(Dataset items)
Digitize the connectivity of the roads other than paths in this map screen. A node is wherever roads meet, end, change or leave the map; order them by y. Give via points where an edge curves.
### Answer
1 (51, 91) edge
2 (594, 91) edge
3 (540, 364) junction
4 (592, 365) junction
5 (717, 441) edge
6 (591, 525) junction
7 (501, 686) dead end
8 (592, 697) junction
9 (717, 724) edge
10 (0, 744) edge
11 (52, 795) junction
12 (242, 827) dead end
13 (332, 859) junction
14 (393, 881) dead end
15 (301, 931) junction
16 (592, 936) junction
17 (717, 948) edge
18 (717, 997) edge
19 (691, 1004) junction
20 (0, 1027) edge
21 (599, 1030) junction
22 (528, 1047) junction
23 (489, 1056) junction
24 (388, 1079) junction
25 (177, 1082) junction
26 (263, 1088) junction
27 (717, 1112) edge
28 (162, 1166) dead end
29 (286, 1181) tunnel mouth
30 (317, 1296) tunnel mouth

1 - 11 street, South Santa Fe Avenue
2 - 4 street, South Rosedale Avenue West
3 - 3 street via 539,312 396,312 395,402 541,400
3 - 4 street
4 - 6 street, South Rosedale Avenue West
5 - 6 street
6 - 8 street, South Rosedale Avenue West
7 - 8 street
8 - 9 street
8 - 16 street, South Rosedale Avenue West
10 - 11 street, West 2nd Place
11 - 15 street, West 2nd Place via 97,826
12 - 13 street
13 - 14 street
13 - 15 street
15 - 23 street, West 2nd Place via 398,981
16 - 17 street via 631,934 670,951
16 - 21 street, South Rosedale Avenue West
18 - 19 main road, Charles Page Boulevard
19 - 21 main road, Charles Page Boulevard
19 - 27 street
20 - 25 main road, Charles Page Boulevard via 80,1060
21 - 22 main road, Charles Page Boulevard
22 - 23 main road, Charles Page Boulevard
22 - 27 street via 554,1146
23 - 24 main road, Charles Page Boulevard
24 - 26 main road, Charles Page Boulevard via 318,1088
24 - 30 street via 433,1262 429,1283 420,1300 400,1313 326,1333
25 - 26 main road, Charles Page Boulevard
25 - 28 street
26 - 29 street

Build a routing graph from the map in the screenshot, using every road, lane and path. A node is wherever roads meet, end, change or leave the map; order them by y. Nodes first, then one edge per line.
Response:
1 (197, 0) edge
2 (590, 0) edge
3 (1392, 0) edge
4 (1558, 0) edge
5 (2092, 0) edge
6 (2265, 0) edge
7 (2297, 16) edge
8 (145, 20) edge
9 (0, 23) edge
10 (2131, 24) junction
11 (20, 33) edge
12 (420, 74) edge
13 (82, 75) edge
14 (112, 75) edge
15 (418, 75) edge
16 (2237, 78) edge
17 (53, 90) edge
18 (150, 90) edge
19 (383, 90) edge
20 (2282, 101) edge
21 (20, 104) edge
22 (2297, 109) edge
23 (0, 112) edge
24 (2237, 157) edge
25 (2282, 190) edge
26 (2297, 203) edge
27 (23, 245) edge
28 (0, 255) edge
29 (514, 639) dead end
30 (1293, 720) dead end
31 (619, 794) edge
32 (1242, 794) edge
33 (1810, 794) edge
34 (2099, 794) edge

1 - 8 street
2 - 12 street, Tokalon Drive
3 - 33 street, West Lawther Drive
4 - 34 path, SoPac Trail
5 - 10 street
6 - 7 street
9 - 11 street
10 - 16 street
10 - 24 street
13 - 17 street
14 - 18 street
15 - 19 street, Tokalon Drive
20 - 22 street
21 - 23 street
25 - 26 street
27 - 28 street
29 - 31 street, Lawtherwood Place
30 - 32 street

What the task asks ->
Each record shown above must be reproduced exactly.

Response box ->
Digitize the connectivity of the roads other than paths in this map screen. A node is wherever roads meet, end, change or leave the map; order them by y. Give via points where an edge curves.
### Answer
1 (51, 91) edge
2 (594, 91) edge
3 (540, 364) junction
4 (592, 365) junction
5 (717, 441) edge
6 (591, 525) junction
7 (501, 686) dead end
8 (592, 697) junction
9 (717, 724) edge
10 (0, 744) edge
11 (52, 795) junction
12 (242, 827) dead end
13 (332, 859) junction
14 (393, 881) dead end
15 (301, 931) junction
16 (592, 936) junction
17 (717, 948) edge
18 (717, 997) edge
19 (691, 1004) junction
20 (0, 1027) edge
21 (599, 1030) junction
22 (528, 1047) junction
23 (489, 1056) junction
24 (388, 1079) junction
25 (177, 1082) junction
26 (263, 1088) junction
27 (717, 1112) edge
28 (162, 1166) dead end
29 (286, 1181) tunnel mouth
30 (317, 1296) tunnel mouth

1 - 11 street, South Santa Fe Avenue
2 - 4 street, South Rosedale Avenue West
3 - 3 street via 539,312 396,312 395,402 541,400
3 - 4 street
4 - 6 street, South Rosedale Avenue West
5 - 6 street
6 - 8 street, South Rosedale Avenue West
7 - 8 street
8 - 9 street
8 - 16 street, South Rosedale Avenue West
10 - 11 street, West 2nd Place
11 - 15 street, West 2nd Place via 97,826
12 - 13 street
13 - 14 street
13 - 15 street
15 - 23 street, West 2nd Place via 398,981
16 - 17 street via 631,934 670,951
16 - 21 street, South Rosedale Avenue West
18 - 19 main road, Charles Page Boulevard
19 - 21 main road, Charles Page Boulevard
19 - 27 street
20 - 25 main road, Charles Page Boulevard via 80,1060
21 - 22 main road, Charles Page Boulevard
22 - 23 main road, Charles Page Boulevard
22 - 27 street via 554,1146
23 - 24 main road, Charles Page Boulevard
24 - 26 main road, Charles Page Boulevard via 318,1088
24 - 30 street via 433,1262 429,1283 420,1300 400,1313 326,1333
25 - 26 main road, Charles Page Boulevard
25 - 28 street
26 - 29 street

Build a routing graph from the map in the screenshot, using every road, lane and path. A node is wherever roads meet, end, change or leave the map; order them by y. Nodes first, then one edge per line.
Response:
1 (197, 0) edge
2 (590, 0) edge
3 (1392, 0) edge
4 (1558, 0) edge
5 (2092, 0) edge
6 (2265, 0) edge
7 (2297, 16) edge
8 (145, 20) edge
9 (0, 23) edge
10 (2131, 24) junction
11 (20, 33) edge
12 (420, 74) edge
13 (82, 75) edge
14 (112, 75) edge
15 (418, 75) edge
16 (2237, 78) edge
17 (53, 90) edge
18 (150, 90) edge
19 (383, 90) edge
20 (2282, 101) edge
21 (20, 104) edge
22 (2297, 109) edge
23 (0, 112) edge
24 (2237, 157) edge
25 (2282, 190) edge
26 (2297, 203) edge
27 (23, 245) edge
28 (0, 255) edge
29 (514, 639) dead end
30 (1293, 720) dead end
31 (619, 794) edge
32 (1242, 794) edge
33 (1810, 794) edge
34 (2099, 794) edge

1 - 8 street
2 - 12 street, Tokalon Drive
3 - 33 street, West Lawther Drive
4 - 34 path, SoPac Trail
5 - 10 street
6 - 7 street
9 - 11 street
10 - 16 street
10 - 24 street
13 - 17 street
14 - 18 street
15 - 19 street, Tokalon Drive
20 - 22 street
21 - 23 street
25 - 26 street
27 - 28 street
29 - 31 street, Lawtherwood Place
30 - 32 street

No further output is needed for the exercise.